Gazeteci yazar Barış Terkoğlu ile İstanbul'un tarikat haritasını, tarikat ve cemaatlerin politik tercihlerini, seçimlere etkilerini ve siyasette tuttukları yeri konuştuk. Terkoğlu, cemaatlerin kontrol ettikleri oy büyüklüğünün abartılmaması gerektiğini, asıl etkilerinin bundan kaynaklanmadığını vurgularken de "toplasan yüzde 10'u geçmez" diyor ki aslında bu da küçümsenebilir bir sayı değil. 

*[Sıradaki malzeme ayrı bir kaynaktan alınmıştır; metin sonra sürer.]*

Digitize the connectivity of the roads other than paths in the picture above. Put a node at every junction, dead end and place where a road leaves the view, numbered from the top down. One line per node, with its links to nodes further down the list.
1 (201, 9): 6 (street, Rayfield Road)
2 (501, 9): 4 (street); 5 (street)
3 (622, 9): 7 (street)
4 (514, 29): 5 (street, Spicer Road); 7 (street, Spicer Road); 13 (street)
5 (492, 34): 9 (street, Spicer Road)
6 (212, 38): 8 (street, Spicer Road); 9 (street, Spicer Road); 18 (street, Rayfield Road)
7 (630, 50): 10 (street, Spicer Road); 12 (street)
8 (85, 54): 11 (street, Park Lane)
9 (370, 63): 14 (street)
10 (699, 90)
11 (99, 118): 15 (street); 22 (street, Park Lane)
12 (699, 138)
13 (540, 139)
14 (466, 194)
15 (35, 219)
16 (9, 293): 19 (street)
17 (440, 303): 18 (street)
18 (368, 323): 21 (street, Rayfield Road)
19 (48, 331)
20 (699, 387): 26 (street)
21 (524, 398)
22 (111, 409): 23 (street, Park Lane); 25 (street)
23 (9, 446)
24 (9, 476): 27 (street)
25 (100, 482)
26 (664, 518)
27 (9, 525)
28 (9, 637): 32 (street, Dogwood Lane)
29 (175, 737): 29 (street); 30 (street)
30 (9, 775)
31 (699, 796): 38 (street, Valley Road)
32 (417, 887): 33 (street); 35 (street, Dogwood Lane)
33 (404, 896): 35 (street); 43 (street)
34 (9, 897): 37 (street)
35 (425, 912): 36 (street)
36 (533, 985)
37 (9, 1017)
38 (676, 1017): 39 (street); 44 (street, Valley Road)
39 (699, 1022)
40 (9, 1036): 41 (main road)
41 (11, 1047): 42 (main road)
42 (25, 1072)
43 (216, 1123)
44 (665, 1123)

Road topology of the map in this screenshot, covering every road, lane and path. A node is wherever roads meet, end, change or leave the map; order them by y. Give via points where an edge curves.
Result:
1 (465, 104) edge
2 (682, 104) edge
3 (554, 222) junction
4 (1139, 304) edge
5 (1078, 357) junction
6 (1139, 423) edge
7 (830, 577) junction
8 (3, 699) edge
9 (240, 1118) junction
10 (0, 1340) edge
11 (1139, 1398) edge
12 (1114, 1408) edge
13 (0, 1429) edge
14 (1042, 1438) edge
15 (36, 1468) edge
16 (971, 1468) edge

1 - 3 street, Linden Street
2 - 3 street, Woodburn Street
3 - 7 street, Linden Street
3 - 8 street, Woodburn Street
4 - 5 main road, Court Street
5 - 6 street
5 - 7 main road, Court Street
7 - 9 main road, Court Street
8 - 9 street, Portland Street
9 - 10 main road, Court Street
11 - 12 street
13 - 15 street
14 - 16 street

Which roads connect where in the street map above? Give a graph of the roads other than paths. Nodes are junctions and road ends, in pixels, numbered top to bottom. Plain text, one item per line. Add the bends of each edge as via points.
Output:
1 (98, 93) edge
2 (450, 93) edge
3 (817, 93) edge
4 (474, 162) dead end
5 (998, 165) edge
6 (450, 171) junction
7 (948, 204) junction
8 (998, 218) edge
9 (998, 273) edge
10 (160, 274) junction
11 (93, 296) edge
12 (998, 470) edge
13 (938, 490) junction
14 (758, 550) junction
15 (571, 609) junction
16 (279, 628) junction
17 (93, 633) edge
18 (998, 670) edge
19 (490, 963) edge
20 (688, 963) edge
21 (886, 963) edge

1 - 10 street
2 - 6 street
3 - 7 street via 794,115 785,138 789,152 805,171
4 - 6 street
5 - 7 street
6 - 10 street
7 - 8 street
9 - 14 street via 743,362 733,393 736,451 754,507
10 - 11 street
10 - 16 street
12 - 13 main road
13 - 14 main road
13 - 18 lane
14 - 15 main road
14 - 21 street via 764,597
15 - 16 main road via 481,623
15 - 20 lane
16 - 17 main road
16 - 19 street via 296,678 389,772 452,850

Terkoğlu, siyasal islamla tarikatler arasında bir örtüşmenin AKP ile birlikte gerçekleştiğinin altını çiziyor ve bunu pragmatist olmalarına, "devleti yöneten tarafa yakın durma" ilkelerine bağlıyor.

İstanbul'un tarikat haritasıyla başlamak istiyorum. Kimler var İstanbul'da? Bir de İstanbul'da etkili olan bir tarikatin merkezinin de İstanbul'da olması gibi bir kural var mı?

İstanbul’da hangi tarikat var derseniz, ben “hepsi var” derim. Tarikat ve Cemaat dediğimiz oluşumlar kuşkusuz dini bir programa sahipler, dünyanın her yerinden üye kabul ediyorlar. Ancak asıl güçlerini siyasete, ekonomiye, güç odaklarına hükmetmelerinden alıyorlar. Haliyle hemen hepsinin odaklandığı yer İstanbul. Nakşibendiliğin tüm kolları İstanbul’da etkin faaliyet yürütüyor. İstanbul’da etkili olan tarikatların merkezinin de İstanbul’da etkili olması gerekmez. Buna en önemli örnek Menzilciler. Adıyaman’ın bir köyündeki yapılanma İstanbul’da ciddi bir sermayeyi ve örgütlenmeyi kontrol ediyor.

TARİKAT VE CEMAATLERİN ASIL GÜCÜ KİTLESELLİKTEN GELMİYOR

Bunun ölçüsü çok değişgen olmalı ama etki alanları hakkında bir şey söyleyebilir misin? Mesela seçimlerde oylarını belirleyebildikleri bir cemaate sahip olduklarını varsayabiliyor muyuz? 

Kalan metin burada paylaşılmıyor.